> [The task] Look through the entries. Copy each line that has the word "Write".

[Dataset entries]
◇ ◇ ◇ ◇ ◇ ◇ ◇
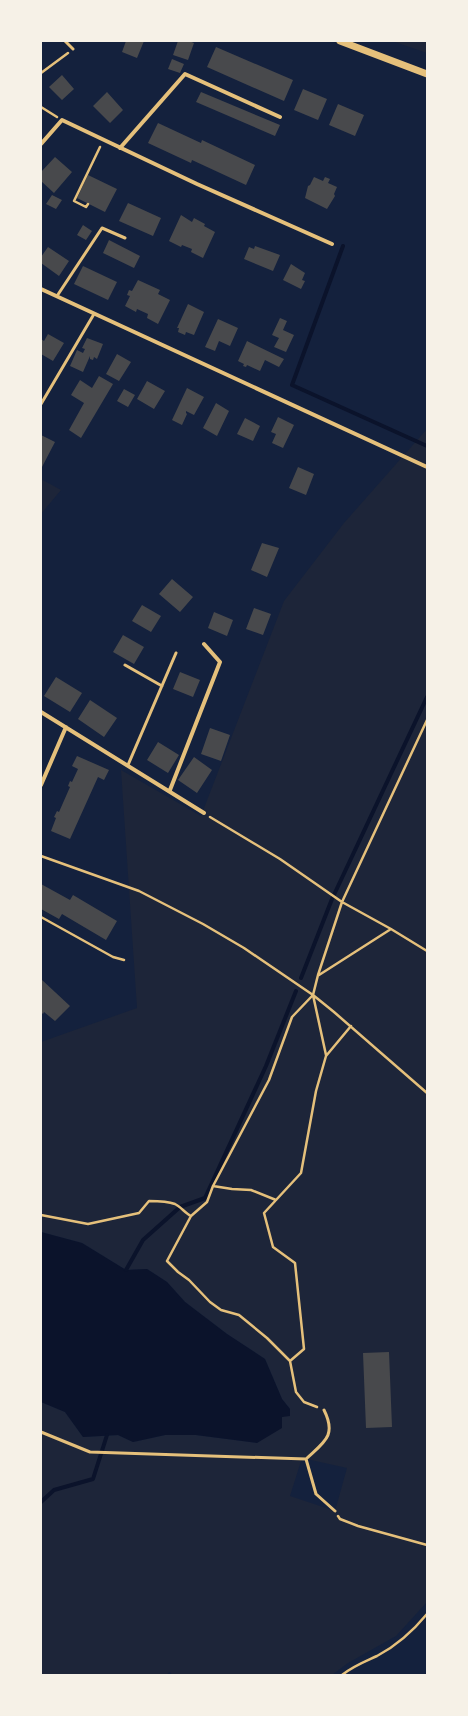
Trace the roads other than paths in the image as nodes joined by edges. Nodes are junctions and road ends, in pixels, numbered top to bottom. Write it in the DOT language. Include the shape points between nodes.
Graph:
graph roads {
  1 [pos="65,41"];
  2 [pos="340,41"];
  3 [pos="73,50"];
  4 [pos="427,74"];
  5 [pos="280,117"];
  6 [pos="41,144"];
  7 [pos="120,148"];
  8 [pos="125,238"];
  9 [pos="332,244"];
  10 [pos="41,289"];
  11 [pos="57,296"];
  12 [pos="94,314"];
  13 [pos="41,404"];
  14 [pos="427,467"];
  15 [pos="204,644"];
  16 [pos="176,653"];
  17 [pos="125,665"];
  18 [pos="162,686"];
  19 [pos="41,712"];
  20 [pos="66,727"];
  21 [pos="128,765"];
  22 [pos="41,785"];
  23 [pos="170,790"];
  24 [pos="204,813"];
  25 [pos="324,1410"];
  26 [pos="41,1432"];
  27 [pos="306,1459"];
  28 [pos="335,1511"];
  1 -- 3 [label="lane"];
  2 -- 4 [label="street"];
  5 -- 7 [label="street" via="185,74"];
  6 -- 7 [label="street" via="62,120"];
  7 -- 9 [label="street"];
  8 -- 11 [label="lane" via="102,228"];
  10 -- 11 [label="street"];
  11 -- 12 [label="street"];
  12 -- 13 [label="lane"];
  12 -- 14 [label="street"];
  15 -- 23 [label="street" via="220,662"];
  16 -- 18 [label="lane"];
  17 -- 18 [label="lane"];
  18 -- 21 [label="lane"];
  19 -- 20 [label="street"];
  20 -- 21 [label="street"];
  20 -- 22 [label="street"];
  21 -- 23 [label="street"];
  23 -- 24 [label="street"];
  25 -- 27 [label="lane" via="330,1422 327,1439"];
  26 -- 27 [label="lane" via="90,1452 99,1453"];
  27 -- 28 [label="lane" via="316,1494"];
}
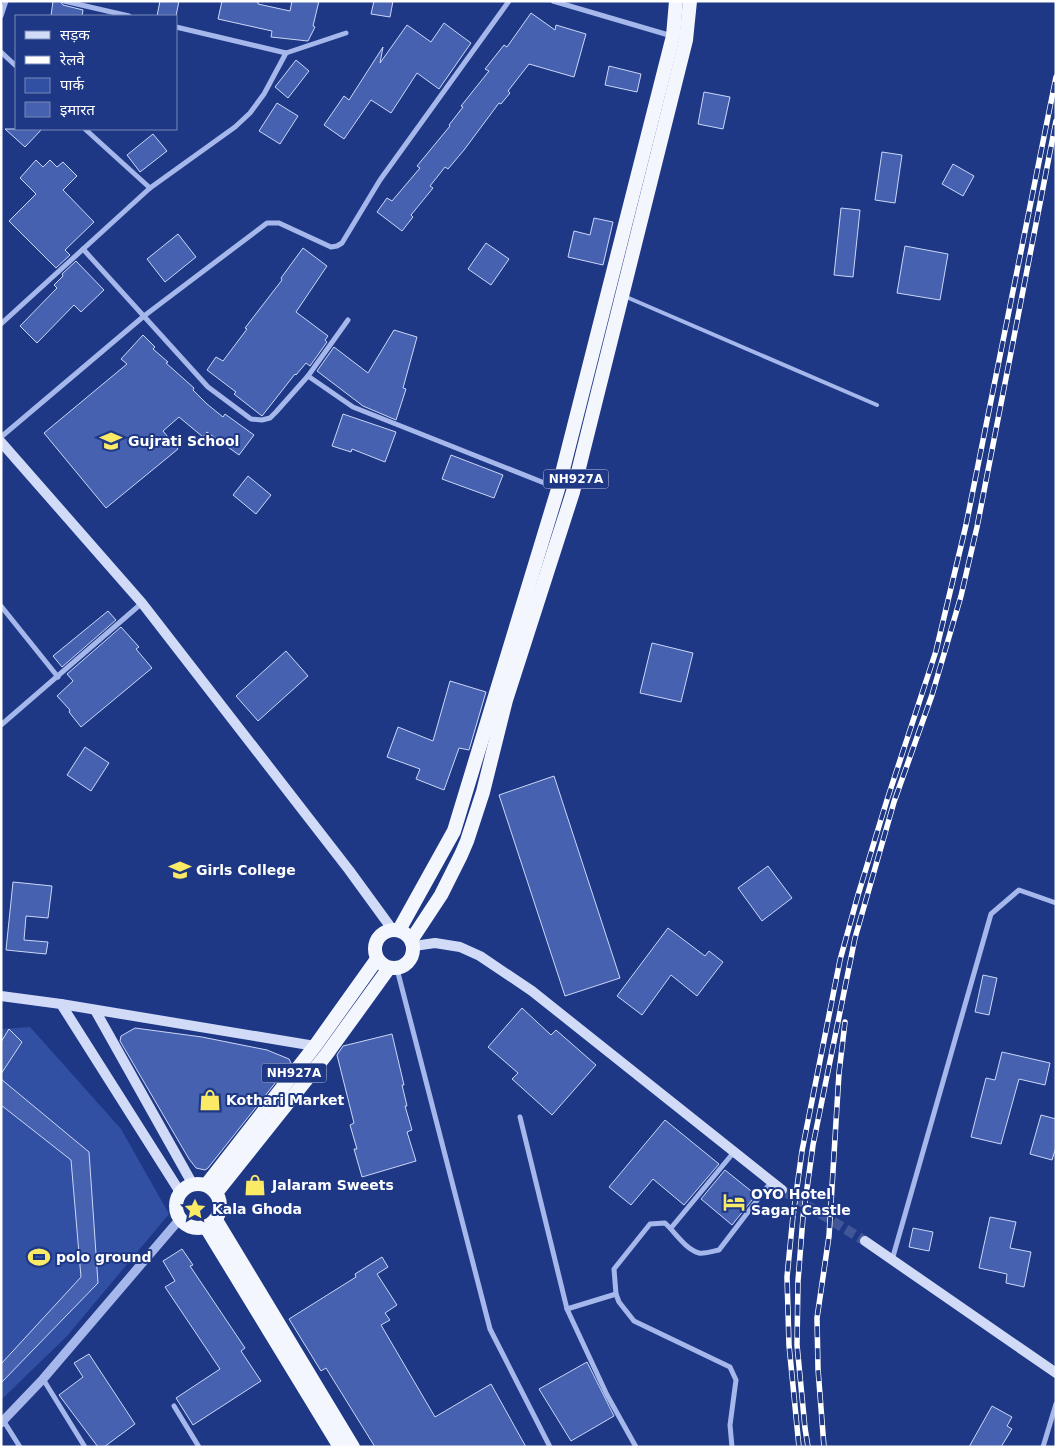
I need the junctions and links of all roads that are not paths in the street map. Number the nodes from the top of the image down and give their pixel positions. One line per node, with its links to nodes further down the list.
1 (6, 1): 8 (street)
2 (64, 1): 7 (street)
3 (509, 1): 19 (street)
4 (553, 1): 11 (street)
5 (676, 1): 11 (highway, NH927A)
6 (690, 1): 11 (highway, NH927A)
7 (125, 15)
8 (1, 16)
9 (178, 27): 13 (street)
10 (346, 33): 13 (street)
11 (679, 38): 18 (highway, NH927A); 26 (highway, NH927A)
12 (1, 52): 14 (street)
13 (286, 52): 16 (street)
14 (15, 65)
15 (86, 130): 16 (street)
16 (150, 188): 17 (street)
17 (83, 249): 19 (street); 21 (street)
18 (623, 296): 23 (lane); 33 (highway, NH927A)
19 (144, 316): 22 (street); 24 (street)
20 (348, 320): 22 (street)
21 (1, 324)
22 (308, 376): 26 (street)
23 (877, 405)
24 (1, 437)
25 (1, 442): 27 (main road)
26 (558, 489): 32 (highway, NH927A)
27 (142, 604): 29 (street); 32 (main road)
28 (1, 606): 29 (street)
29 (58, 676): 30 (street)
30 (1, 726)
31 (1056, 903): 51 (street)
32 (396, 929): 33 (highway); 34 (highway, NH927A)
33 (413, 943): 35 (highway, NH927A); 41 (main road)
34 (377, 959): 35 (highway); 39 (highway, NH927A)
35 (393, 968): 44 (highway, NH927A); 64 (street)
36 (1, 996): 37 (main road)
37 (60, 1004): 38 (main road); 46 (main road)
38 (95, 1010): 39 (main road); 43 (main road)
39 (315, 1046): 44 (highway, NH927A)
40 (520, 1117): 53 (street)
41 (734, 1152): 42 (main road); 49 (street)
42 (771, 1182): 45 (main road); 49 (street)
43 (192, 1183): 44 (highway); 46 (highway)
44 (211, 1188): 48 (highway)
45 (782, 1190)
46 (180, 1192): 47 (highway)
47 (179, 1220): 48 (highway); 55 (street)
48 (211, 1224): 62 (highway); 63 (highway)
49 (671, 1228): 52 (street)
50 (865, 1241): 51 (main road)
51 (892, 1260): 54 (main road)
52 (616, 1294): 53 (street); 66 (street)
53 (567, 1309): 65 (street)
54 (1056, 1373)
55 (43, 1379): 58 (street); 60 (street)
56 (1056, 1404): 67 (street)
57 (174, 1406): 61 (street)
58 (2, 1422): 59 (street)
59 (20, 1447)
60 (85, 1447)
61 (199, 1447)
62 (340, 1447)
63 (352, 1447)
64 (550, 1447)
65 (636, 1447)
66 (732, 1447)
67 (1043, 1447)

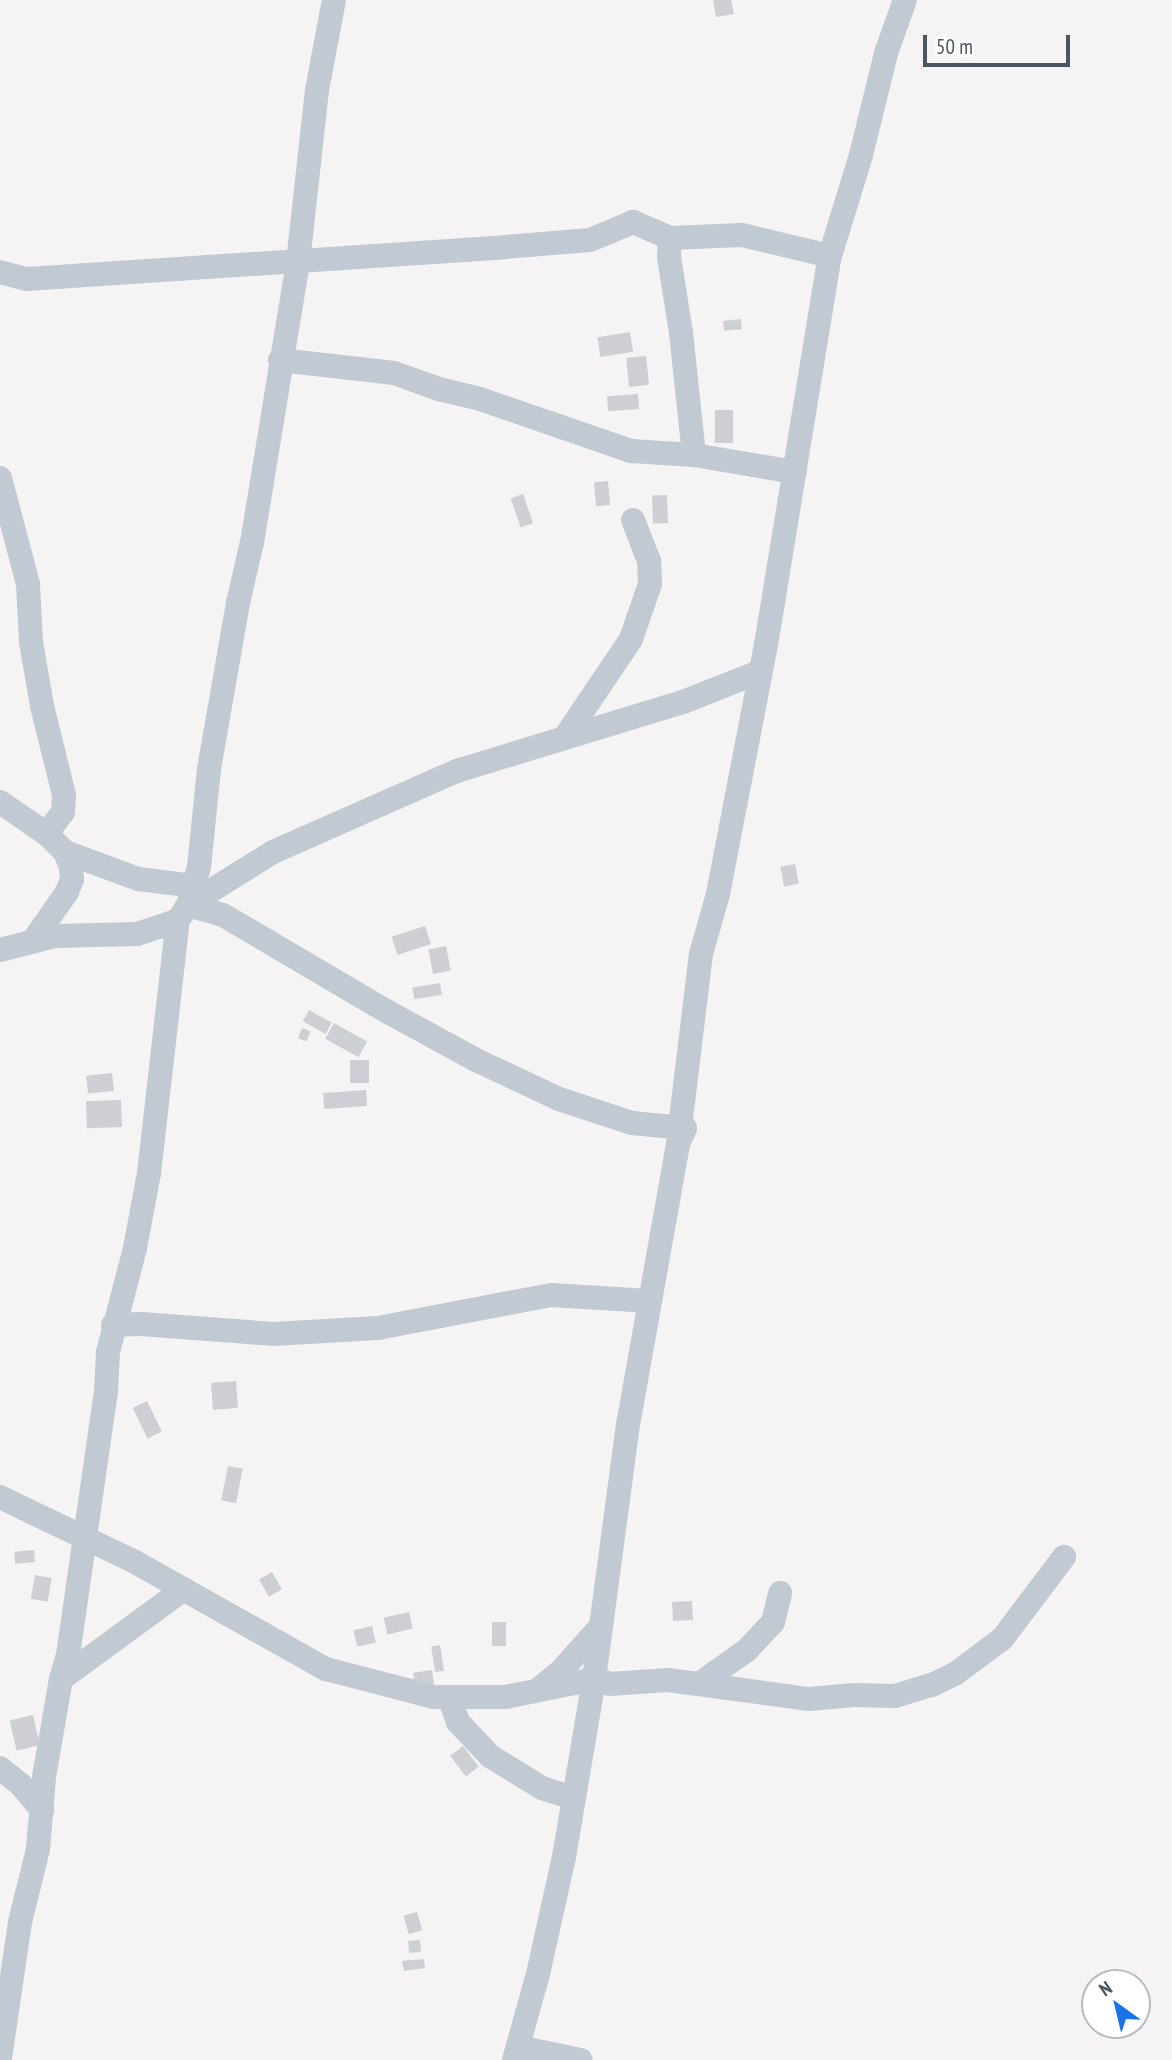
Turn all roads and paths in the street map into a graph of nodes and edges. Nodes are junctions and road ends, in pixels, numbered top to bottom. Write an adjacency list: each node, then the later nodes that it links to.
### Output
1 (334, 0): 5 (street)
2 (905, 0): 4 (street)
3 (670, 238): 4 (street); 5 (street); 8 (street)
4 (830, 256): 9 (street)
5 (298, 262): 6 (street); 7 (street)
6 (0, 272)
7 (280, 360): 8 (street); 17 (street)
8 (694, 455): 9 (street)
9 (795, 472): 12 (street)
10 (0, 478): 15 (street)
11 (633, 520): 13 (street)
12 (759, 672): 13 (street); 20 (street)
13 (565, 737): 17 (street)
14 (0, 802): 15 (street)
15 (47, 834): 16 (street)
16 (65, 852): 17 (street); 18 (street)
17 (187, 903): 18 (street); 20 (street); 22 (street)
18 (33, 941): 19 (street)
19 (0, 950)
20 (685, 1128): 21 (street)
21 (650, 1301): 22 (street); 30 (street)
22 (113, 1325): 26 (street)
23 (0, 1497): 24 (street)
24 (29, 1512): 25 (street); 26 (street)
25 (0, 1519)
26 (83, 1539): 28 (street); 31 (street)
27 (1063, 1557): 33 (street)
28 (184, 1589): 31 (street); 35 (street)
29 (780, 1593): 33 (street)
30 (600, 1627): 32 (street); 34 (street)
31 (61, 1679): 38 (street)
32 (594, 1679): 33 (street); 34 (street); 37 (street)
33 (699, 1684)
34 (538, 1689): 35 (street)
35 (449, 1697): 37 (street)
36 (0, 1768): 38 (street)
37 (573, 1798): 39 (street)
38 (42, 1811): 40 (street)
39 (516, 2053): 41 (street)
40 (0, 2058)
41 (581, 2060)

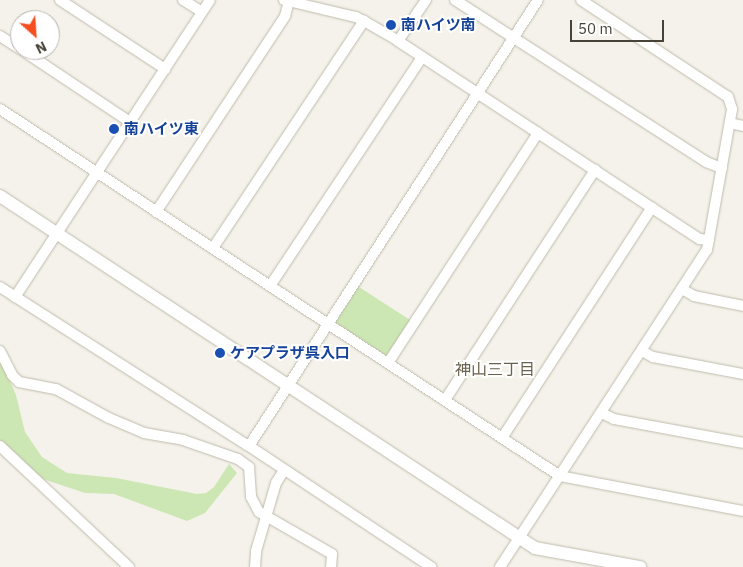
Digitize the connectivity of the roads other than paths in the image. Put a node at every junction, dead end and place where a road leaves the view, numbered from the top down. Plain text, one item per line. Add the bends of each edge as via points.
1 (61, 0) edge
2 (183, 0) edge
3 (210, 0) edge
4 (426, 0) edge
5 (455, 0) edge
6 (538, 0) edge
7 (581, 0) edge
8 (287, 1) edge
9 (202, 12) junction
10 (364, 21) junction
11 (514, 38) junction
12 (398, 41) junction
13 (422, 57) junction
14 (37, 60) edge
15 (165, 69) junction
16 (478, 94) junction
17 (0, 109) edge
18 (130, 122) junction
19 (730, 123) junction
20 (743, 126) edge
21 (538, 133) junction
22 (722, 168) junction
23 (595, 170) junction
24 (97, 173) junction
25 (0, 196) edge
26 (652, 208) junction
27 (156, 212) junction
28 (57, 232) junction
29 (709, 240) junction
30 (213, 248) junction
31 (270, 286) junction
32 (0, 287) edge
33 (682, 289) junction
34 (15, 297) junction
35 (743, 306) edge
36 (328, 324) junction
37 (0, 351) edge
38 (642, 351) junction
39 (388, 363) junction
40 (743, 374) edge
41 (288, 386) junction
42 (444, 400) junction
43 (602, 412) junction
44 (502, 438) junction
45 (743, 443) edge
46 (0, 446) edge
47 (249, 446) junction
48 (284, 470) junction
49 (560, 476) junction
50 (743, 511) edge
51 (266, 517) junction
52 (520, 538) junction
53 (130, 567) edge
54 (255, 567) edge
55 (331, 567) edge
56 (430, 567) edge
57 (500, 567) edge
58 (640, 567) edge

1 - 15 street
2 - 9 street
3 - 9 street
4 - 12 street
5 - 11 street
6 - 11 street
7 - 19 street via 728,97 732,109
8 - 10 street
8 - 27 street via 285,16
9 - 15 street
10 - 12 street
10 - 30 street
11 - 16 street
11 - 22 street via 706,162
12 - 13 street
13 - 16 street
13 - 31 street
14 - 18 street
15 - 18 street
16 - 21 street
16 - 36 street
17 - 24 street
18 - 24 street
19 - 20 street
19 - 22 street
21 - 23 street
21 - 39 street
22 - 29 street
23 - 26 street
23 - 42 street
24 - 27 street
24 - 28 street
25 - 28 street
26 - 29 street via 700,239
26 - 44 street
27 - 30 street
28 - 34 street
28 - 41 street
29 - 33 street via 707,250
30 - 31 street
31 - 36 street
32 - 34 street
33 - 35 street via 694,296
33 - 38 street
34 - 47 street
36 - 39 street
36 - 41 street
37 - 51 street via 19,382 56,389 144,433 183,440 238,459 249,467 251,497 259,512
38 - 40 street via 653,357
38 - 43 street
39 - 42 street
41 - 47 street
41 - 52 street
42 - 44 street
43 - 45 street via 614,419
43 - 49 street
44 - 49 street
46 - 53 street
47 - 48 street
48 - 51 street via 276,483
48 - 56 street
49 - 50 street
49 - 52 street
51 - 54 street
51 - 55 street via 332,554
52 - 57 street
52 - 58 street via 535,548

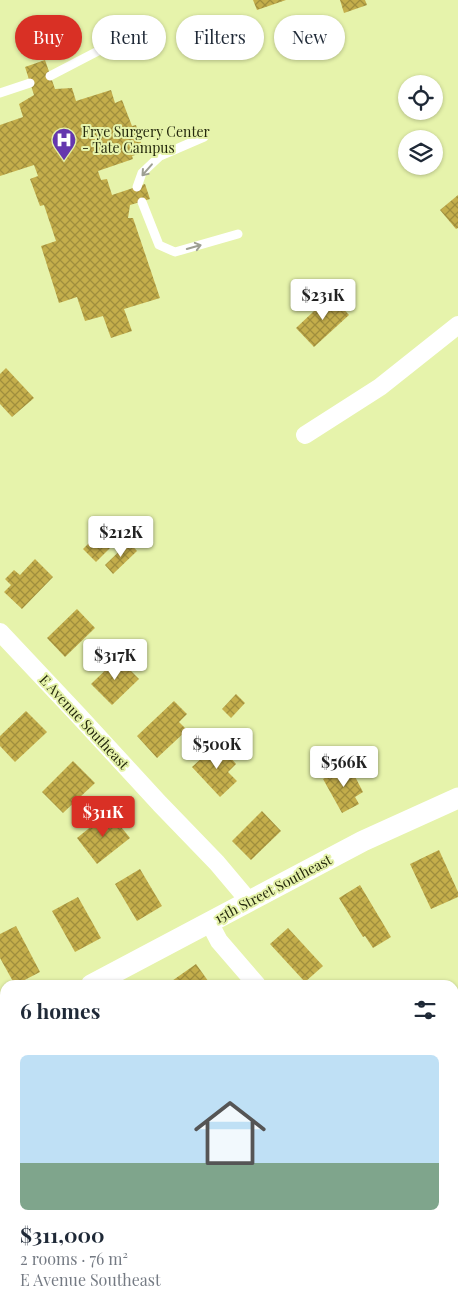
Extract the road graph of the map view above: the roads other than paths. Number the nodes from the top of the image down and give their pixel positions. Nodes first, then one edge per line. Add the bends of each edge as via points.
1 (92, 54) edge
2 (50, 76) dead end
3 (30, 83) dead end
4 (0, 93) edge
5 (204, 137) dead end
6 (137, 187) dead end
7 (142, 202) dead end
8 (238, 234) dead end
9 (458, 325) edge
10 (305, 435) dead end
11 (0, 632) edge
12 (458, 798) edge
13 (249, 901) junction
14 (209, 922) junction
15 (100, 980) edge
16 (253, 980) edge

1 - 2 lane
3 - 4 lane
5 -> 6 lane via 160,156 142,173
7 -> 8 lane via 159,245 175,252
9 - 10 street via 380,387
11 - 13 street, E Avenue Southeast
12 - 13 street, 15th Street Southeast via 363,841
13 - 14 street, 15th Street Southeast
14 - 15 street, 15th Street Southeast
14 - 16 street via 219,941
◇ ◇ ◇ ◇ ◇ ◇ ◇
> [Problem solution]
Trace the roads other than paths in the image as nodes joined by edges. Nodes are junctions and road ends, in pixels, numbered top to bottom. Write it in the DOT language. Include the shape points between nodes.
Turn all roads and paths in the street map into a graph of nodes and edges. Nodes are junctions and road ends, in pixels, numbered top to bottom. Write an adjacency list: each node, then the later nodes that it links to.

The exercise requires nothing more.